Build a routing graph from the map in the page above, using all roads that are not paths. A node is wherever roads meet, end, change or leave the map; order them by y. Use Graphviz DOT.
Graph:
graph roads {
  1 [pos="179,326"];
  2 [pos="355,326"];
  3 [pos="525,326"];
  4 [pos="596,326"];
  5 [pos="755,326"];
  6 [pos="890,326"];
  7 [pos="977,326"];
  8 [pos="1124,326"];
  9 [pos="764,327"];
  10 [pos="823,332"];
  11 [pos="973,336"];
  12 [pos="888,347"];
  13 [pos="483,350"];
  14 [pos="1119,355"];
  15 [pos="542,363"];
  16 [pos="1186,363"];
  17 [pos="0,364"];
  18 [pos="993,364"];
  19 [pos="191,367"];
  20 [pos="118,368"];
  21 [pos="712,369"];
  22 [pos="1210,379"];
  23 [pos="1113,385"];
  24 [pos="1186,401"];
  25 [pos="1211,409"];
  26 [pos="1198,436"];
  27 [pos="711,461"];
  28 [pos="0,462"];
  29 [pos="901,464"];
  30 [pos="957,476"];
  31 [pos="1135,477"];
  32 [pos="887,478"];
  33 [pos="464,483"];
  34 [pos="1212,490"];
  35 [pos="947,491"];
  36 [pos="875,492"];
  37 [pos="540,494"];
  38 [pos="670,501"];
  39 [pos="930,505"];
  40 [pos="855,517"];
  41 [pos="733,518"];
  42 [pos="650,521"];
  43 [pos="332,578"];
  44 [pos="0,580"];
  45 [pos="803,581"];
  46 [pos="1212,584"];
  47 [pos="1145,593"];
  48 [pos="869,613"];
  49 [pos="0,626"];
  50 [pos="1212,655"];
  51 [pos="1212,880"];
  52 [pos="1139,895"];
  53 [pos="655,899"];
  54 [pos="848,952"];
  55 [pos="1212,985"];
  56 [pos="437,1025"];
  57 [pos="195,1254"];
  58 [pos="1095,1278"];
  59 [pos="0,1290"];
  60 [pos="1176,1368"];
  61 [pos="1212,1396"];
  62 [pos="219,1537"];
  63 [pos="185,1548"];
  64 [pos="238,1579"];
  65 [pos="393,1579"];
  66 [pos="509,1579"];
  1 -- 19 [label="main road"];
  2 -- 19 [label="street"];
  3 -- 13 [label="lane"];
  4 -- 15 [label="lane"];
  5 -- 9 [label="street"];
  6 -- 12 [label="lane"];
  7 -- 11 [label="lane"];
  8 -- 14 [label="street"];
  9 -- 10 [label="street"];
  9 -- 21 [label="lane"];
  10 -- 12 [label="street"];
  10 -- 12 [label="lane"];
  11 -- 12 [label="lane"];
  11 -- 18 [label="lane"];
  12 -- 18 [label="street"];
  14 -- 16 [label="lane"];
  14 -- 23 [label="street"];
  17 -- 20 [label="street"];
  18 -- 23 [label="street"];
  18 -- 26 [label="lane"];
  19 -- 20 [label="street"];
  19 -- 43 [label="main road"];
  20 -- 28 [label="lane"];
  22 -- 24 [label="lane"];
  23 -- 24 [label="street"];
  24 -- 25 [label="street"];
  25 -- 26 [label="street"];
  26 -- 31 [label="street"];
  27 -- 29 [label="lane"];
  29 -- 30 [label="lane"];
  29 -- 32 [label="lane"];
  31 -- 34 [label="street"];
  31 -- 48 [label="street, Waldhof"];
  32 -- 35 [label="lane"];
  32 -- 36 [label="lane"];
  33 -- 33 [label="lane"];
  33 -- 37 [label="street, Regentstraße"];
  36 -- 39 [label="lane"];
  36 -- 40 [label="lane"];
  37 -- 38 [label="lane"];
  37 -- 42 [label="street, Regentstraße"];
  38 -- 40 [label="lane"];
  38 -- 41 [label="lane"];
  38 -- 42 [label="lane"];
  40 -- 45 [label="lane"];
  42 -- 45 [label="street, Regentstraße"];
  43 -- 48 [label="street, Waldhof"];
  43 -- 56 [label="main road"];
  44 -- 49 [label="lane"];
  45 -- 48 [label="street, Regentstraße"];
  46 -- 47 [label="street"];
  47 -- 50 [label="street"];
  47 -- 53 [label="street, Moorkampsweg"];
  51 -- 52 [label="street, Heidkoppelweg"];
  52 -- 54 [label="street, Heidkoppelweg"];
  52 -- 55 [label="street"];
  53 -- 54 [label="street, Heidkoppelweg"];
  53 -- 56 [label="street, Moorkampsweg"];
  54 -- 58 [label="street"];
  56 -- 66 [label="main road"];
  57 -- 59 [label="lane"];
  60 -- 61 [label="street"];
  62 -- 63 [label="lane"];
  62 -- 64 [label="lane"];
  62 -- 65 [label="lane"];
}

Exercise aim:
Using the records given above, list every line that includes the word "main".

Task result:
  1 -- 19 [label="main road"];
  19 -- 43 [label="main road"];
  43 -- 56 [label="main road"];
  56 -- 66 [label="main road"];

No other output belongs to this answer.